__TRY IT__:
Whenever a line below includes the word "edges", copy that line.

__MATERIAL SUPPLIED__:
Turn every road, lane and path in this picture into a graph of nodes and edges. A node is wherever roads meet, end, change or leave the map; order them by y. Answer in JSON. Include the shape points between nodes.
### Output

==

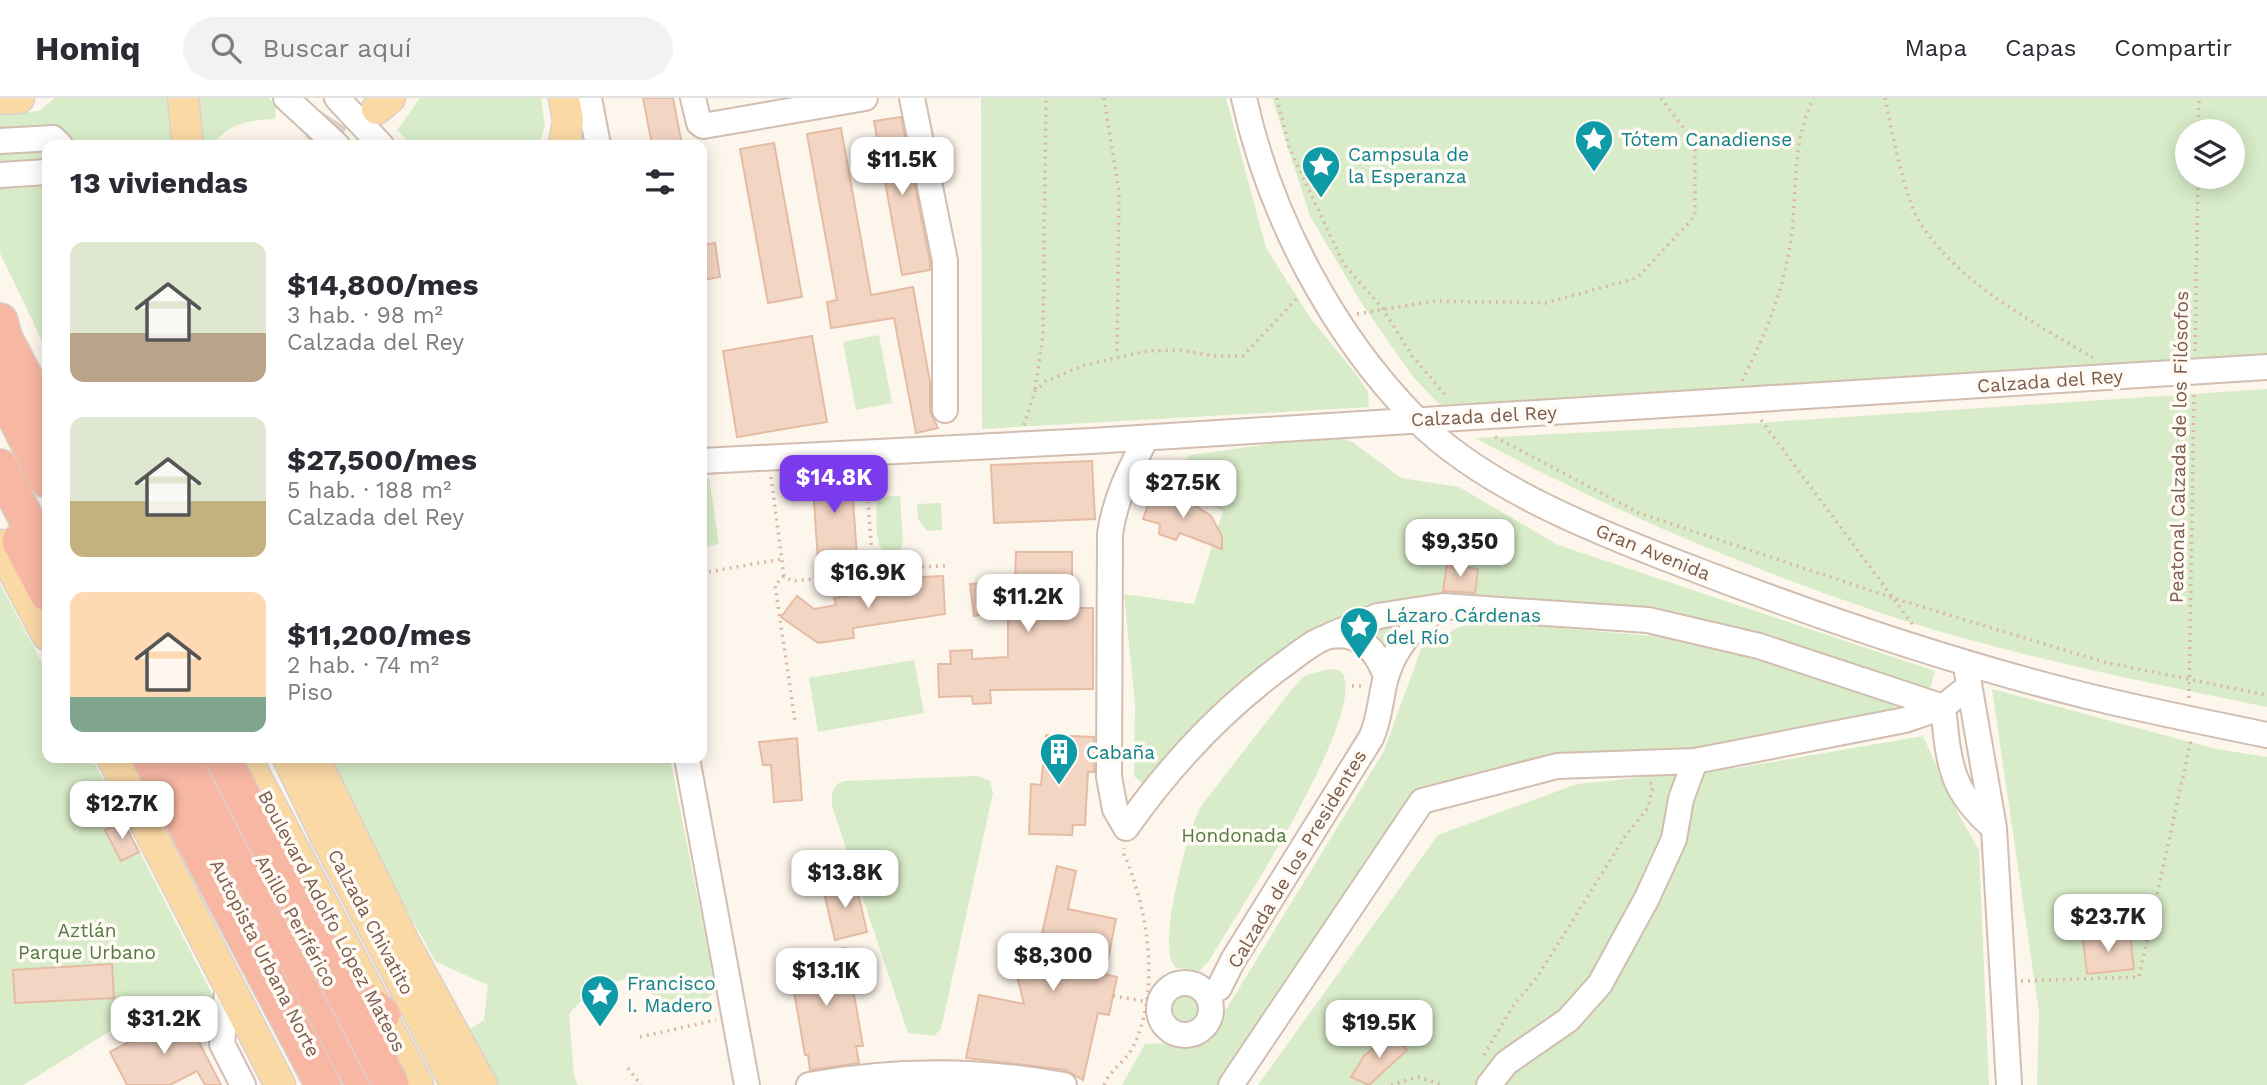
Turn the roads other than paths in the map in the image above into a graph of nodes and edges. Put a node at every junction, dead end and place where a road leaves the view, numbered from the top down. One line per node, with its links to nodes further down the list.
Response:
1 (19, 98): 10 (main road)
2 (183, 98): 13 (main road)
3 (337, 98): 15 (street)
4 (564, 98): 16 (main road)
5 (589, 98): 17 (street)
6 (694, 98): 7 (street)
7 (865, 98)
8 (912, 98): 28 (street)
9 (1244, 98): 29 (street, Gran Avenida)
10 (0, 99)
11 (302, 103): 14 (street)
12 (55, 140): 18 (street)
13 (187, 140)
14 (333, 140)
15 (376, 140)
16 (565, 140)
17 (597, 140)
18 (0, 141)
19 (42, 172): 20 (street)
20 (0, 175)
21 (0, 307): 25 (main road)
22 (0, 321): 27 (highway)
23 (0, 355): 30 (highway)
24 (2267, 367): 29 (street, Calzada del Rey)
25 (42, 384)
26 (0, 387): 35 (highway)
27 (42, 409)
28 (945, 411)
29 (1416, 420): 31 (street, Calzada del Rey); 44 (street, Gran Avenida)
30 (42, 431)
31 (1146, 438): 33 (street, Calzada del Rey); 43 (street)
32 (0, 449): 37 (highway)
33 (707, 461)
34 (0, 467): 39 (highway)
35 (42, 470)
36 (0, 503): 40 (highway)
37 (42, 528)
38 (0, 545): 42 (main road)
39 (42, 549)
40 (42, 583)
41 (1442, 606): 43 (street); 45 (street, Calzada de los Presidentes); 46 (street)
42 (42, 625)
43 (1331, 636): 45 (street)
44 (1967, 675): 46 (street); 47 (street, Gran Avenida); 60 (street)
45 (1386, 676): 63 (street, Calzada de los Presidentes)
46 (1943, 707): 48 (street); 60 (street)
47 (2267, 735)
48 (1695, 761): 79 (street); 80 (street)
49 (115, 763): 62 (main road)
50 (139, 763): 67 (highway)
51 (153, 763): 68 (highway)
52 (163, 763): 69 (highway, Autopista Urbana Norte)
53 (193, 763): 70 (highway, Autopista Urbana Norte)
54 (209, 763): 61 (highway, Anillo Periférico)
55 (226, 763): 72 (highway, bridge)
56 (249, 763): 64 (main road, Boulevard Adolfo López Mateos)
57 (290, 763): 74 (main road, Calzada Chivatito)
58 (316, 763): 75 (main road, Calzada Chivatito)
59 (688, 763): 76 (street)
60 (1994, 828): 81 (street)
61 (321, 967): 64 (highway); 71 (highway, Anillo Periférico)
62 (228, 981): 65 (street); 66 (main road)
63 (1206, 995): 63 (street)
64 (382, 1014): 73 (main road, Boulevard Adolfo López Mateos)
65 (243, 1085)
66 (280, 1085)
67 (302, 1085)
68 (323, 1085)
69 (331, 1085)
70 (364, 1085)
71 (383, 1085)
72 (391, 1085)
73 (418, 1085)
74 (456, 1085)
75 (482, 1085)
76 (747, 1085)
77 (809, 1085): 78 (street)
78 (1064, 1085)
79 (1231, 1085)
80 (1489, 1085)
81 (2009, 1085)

__SOLVED PROBLEM__:
Turn every road, lane and path in this picture into a graph of nodes and edges. A node is wherever roads meet, end, change or leave the map; order them by y. Answer in JSON. Include the shape points between nodes.
Turn the roads other than paths in the map in the image above into a graph of nodes and edges. Put a node at every junction, dead end and place where a road leaves the view, numbered from the top down. One line per node, with its links to nodes further down the list.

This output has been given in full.